Ian Siegal & The Mississippi Mudbloods: Candy Store Kid
Last year, Ian Siegal risked embarrassment and sunburn with The Skinny, a hook-up with the hill musicians of Coldwater, Mississippi, on their own hallowed turf. He held his own, and, logically enough, for Candy Store Kid, the 42-year-old returns for a second crack of the whip. Here Siegal kicks back seamlessly into the skinny groove to preside over a second batch of classics. It kicks off with the fruity Duke Bardwell ballad Bayou Country, reminding us of the thrill of the roughneck Siegal voicebox, before Loose Cannon sets off on its chippy strut. The bone-rattling I Am The Train truly sounds like a freight-hopped locomotive, while the backyard vibe of Kingfish shows Siegal is just as visceral when tickling a slide guitar to sparse accompaniment. By the time the wah-powered groove of Hard Pressed (What Da Fuzz?) plays out, you sense that Mississippi has a new adopted son and Britain a national treasure. Success tastes sweet. (8⁄10)
Gwyn Ashton: Radiogram
The Aussie guitarist revoked the initial promo of Radiogram, citing production niggles. In vindication, his second stab is hairier-chested and pleasantly torn and frayed. A strong set of songs, it peaks on the speaker-ripping cover of Willie Dixon’s I Just Wanna Make Love To You, and dips slightly with the casual casualness of seven-minute Roy Buchanan tribute Bluz For Roy. (7⁄10)

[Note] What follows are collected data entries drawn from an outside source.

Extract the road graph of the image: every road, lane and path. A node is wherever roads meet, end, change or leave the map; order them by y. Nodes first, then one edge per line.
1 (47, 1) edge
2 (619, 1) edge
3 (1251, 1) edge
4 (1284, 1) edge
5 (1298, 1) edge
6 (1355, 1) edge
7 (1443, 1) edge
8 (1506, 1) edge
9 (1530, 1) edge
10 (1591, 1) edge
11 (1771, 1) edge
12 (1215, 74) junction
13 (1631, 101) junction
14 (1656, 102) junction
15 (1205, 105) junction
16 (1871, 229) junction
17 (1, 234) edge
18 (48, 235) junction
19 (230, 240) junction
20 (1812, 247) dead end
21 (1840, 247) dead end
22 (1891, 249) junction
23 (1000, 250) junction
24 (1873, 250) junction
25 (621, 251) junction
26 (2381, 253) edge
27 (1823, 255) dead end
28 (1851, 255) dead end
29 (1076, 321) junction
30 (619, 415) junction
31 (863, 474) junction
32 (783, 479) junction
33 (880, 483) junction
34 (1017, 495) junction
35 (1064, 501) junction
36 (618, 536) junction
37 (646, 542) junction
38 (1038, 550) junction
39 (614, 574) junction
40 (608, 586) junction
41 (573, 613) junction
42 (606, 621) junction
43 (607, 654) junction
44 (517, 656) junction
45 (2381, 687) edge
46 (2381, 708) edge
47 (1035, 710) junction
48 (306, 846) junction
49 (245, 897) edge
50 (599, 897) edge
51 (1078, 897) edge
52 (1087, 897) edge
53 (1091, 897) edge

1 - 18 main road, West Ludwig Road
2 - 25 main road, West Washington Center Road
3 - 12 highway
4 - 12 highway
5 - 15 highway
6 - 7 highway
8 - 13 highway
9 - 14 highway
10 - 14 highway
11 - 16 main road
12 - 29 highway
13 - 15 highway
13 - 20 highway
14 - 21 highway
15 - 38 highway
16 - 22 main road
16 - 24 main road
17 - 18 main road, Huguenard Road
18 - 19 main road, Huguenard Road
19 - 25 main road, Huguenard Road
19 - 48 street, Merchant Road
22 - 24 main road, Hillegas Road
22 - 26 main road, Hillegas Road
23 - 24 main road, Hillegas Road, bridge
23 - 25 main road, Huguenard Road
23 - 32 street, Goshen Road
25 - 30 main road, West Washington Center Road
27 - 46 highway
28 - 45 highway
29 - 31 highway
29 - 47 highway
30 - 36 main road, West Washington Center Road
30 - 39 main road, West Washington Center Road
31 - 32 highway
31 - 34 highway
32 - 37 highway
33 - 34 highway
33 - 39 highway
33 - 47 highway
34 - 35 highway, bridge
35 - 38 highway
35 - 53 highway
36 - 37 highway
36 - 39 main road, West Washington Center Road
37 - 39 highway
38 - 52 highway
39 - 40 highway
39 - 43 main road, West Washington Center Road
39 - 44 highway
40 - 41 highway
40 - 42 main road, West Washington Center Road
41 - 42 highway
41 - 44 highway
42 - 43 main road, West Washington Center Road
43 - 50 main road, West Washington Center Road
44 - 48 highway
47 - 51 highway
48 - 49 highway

Blue To Brown: Blue To Brown
There remains something disconcertingly cosy about father-and-son bands, but Blue To Brown prove a convincing family unit, with guitarist Dom Brown – while presumably not quitting his day job with Duran Duran – showing an instinctive, stinging blues touch on Blue Boy, and vocalist Rob Brown delivering some strong melodies in the craggy croak of a 40-a-day Barry White. (6⁄10)
Muddy Waters: Screamin’ And Cryin’ The Blues
The oft-trotted-out line is that Waters was adrift in the 70s until Hard Again relocated his mojo (with a little help from Johnny Winter). True in the studio, perhaps, but these live cuts from Warsaw in 1976 are anything but a death-rattle, finding the veteran easing through Goin’ Down Slow and rocking the house on Caladonia. Hardly ground breaking, but still enjoyable. (6⁄10)
Simon McBride: Crossing The Line
The chops remain stellar, but you suspect that at 33, Guitarist magazine’s former shred-off champion would rather we focus on Crossing The Line’s evolving songwriting. It’s cracking stuff, with McBride taking swipes at fat-cat culture on Lead Us Away, rebooting Dazed And Confused on the stabs of Starve This Fever and rattling teeth on Go Down Gamblin’. Not just for guitar shop employees, then. (7⁄10)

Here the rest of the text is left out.